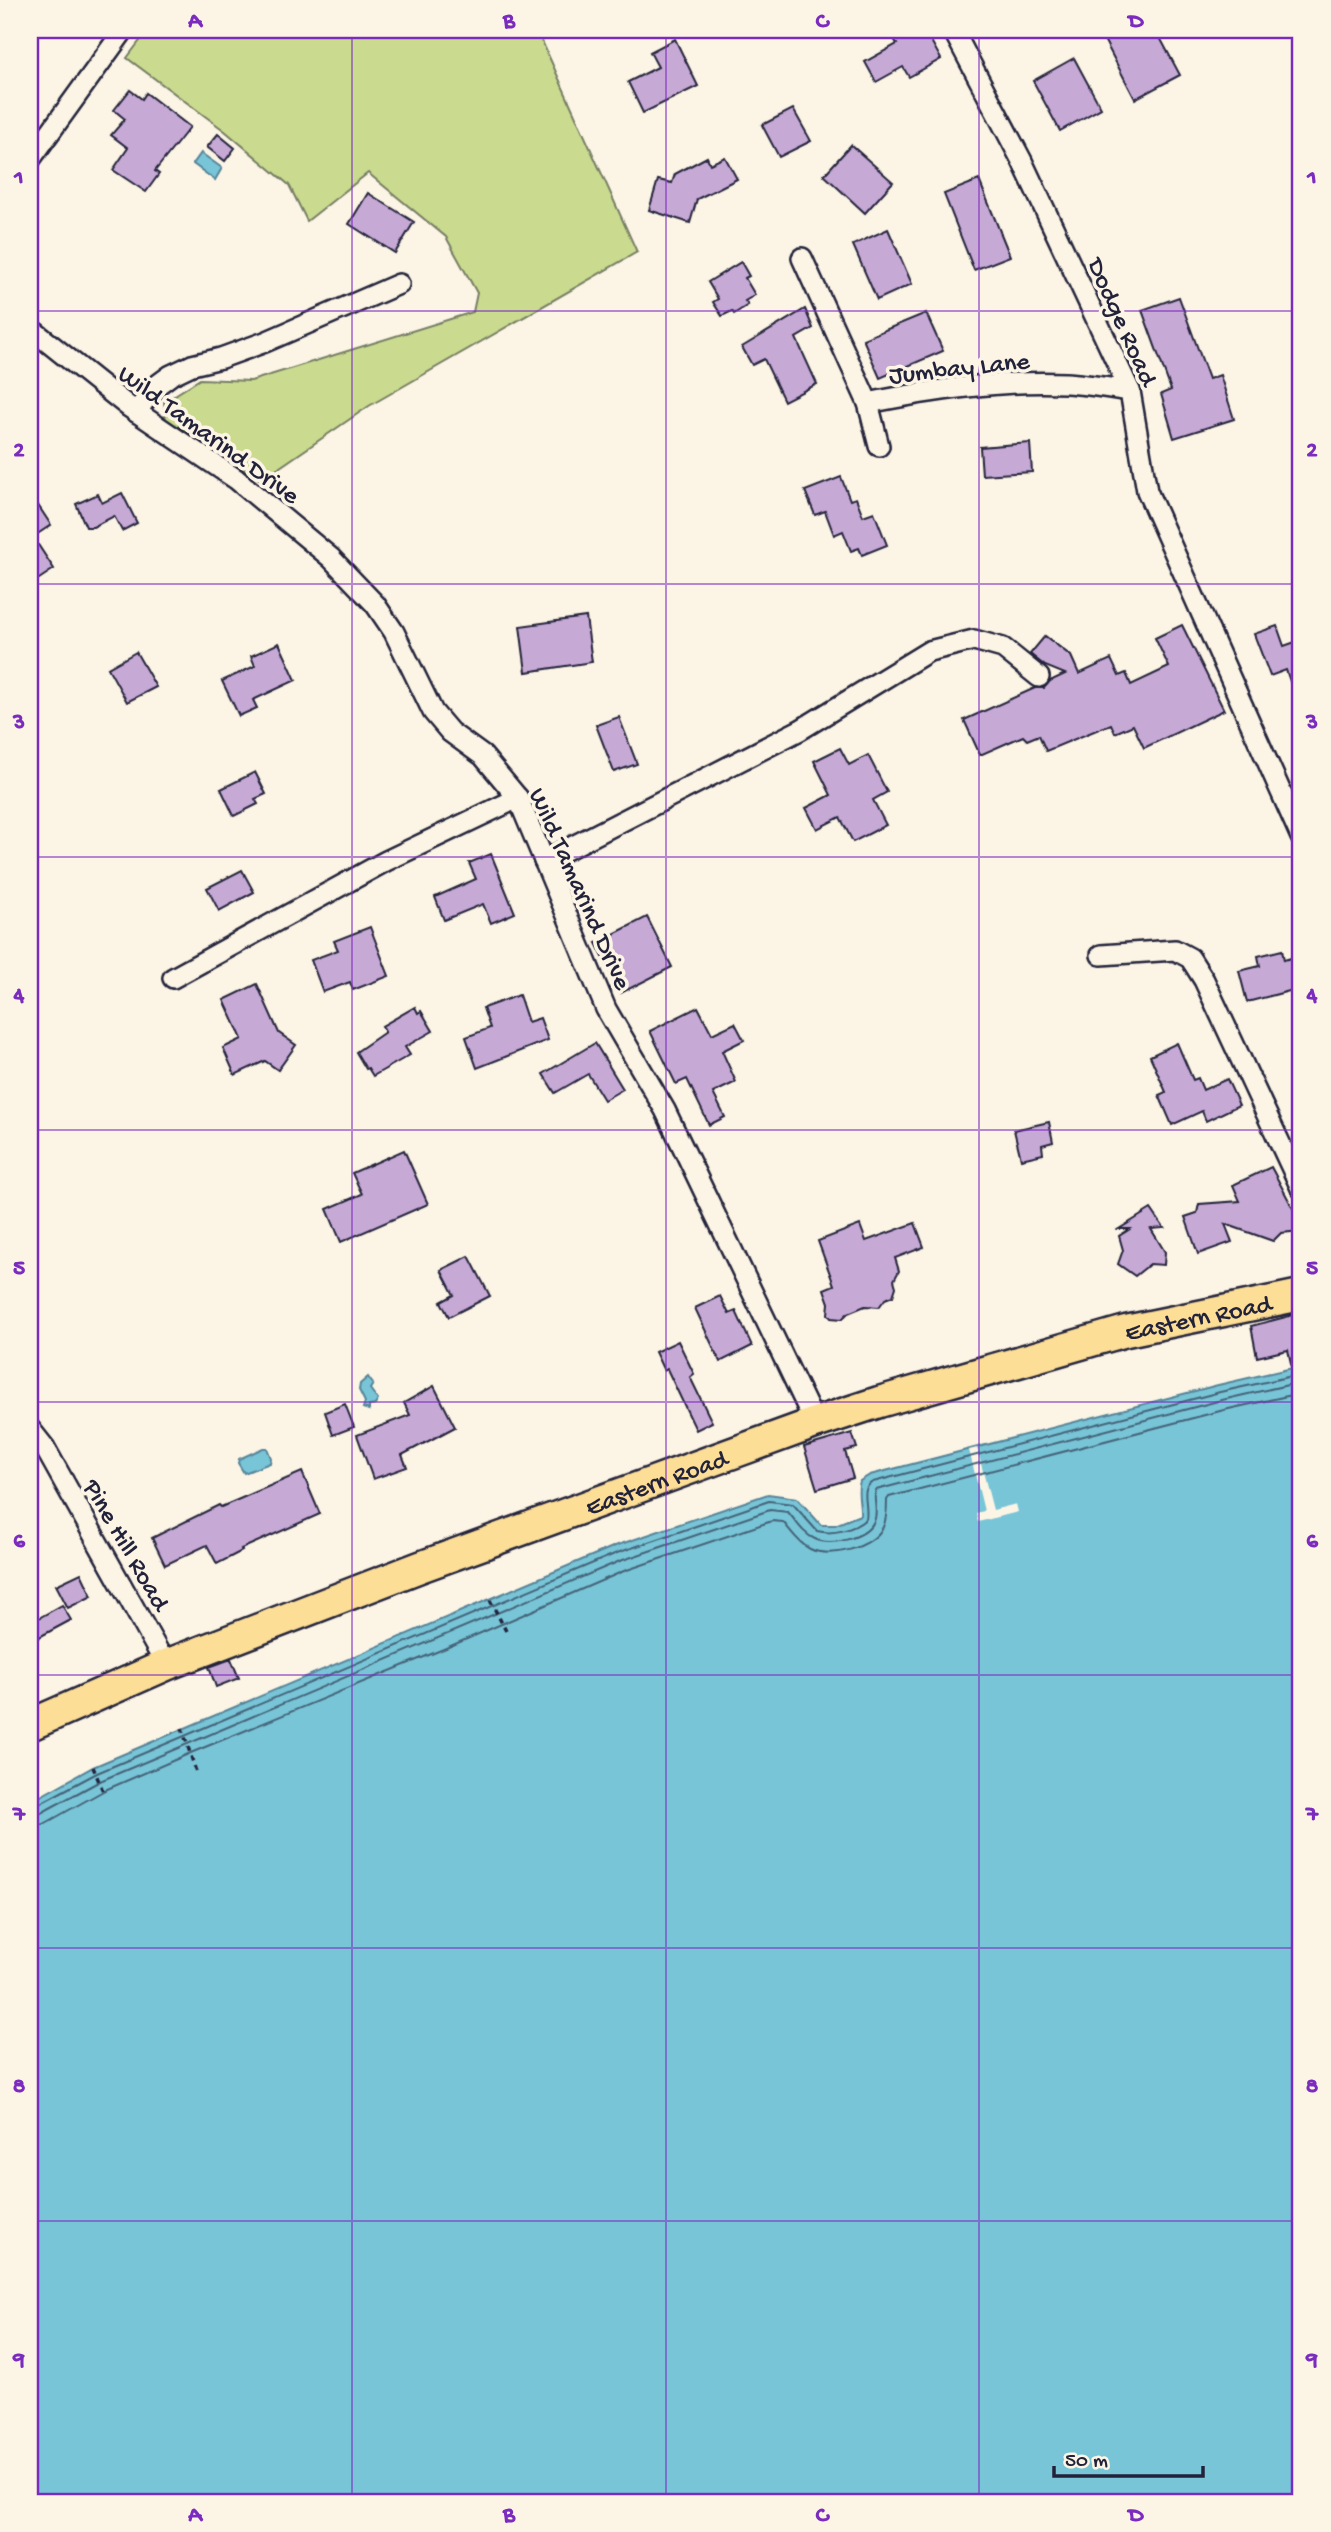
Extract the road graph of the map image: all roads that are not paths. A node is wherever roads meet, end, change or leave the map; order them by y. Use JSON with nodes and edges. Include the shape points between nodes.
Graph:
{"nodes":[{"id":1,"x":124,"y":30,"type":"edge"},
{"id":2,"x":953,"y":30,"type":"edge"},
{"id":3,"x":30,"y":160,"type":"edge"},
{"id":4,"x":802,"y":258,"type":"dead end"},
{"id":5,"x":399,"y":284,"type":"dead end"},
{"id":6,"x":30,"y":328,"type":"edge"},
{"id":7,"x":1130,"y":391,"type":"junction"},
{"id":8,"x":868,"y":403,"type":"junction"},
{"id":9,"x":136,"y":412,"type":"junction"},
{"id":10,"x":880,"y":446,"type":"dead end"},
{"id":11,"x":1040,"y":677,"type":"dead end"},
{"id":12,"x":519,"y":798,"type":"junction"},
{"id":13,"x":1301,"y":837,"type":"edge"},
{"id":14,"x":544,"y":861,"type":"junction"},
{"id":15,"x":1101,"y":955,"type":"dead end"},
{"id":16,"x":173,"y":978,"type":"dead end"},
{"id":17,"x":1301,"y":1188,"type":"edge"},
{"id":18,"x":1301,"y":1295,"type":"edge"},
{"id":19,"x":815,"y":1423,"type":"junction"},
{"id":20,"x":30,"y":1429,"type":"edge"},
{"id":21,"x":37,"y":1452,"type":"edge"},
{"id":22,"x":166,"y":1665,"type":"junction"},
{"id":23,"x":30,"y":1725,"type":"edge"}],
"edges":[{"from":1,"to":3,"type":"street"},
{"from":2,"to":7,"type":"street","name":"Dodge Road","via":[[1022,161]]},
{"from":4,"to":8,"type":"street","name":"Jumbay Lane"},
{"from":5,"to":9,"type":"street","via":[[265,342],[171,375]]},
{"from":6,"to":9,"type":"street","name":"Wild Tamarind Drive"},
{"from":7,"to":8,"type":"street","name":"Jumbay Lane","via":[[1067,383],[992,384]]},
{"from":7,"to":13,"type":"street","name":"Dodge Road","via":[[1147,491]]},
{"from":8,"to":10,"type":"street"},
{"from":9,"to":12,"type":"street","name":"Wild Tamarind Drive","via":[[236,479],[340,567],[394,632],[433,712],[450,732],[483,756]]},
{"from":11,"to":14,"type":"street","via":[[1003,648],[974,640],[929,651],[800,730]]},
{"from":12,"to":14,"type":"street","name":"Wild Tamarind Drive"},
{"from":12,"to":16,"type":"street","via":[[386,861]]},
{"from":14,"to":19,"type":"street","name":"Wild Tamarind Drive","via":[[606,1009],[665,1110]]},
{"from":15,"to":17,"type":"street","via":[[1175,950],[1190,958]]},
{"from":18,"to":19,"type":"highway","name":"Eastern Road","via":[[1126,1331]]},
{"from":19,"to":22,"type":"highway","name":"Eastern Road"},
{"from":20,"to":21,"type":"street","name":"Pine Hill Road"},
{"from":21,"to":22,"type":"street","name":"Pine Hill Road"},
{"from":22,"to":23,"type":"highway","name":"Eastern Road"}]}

** THE TASK **
Print all the entries again exactly as written, but without the pictures.

** ANSWER **
Extract the road graph of the map image: all roads that are not paths. A node is wherever roads meet, end, change or leave the map; order them by y. Use JSON with nodes and edges. Include the shape points between nodes.
Graph:
{"nodes":[{"id":1,"x":124,"y":30,"type":"edge"},
{"id":2,"x":953,"y":30,"type":"edge"},
{"id":3,"x":30,"y":160,"type":"edge"},
{"id":4,"x":802,"y":258,"type":"dead end"},
{"id":5,"x":399,"y":284,"type":"dead end"},
{"id":6,"x":30,"y":328,"type":"edge"},
{"id":7,"x":1130,"y":391,"type":"junction"},
{"id":8,"x":868,"y":403,"type":"junction"},
{"id":9,"x":136,"y":412,"type":"junction"},
{"id":10,"x":880,"y":446,"type":"dead end"},
{"id":11,"x":1040,"y":677,"type":"dead end"},
{"id":12,"x":519,"y":798,"type":"junction"},
{"id":13,"x":1301,"y":837,"type":"edge"},
{"id":14,"x":544,"y":861,"type":"junction"},
{"id":15,"x":1101,"y":955,"type":"dead end"},
{"id":16,"x":173,"y":978,"type":"dead end"},
{"id":17,"x":1301,"y":1188,"type":"edge"},
{"id":18,"x":1301,"y":1295,"type":"edge"},
{"id":19,"x":815,"y":1423,"type":"junction"},
{"id":20,"x":30,"y":1429,"type":"edge"},
{"id":21,"x":37,"y":1452,"type":"edge"},
{"id":22,"x":166,"y":1665,"type":"junction"},
{"id":23,"x":30,"y":1725,"type":"edge"}],
"edges":[{"from":1,"to":3,"type":"street"},
{"from":2,"to":7,"type":"street","name":"Dodge Road","via":[[1022,161]]},
{"from":4,"to":8,"type":"street","name":"Jumbay Lane"},
{"from":5,"to":9,"type":"street","via":[[265,342],[171,375]]},
{"from":6,"to":9,"type":"street","name":"Wild Tamarind Drive"},
{"from":7,"to":8,"type":"street","name":"Jumbay Lane","via":[[1067,383],[992,384]]},
{"from":7,"to":13,"type":"street","name":"Dodge Road","via":[[1147,491]]},
{"from":8,"to":10,"type":"street"},
{"from":9,"to":12,"type":"street","name":"Wild Tamarind Drive","via":[[236,479],[340,567],[394,632],[433,712],[450,732],[483,756]]},
{"from":11,"to":14,"type":"street","via":[[1003,648],[974,640],[929,651],[800,730]]},
{"from":12,"to":14,"type":"street","name":"Wild Tamarind Drive"},
{"from":12,"to":16,"type":"street","via":[[386,861]]},
{"from":14,"to":19,"type":"street","name":"Wild Tamarind Drive","via":[[606,1009],[665,1110]]},
{"from":15,"to":17,"type":"street","via":[[1175,950],[1190,958]]},
{"from":18,"to":19,"type":"highway","name":"Eastern Road","via":[[1126,1331]]},
{"from":19,"to":22,"type":"highway","name":"Eastern Road"},
{"from":20,"to":21,"type":"street","name":"Pine Hill Road"},
{"from":21,"to":22,"type":"street","name":"Pine Hill Road"},
{"from":22,"to":23,"type":"highway","name":"Eastern Road"}]}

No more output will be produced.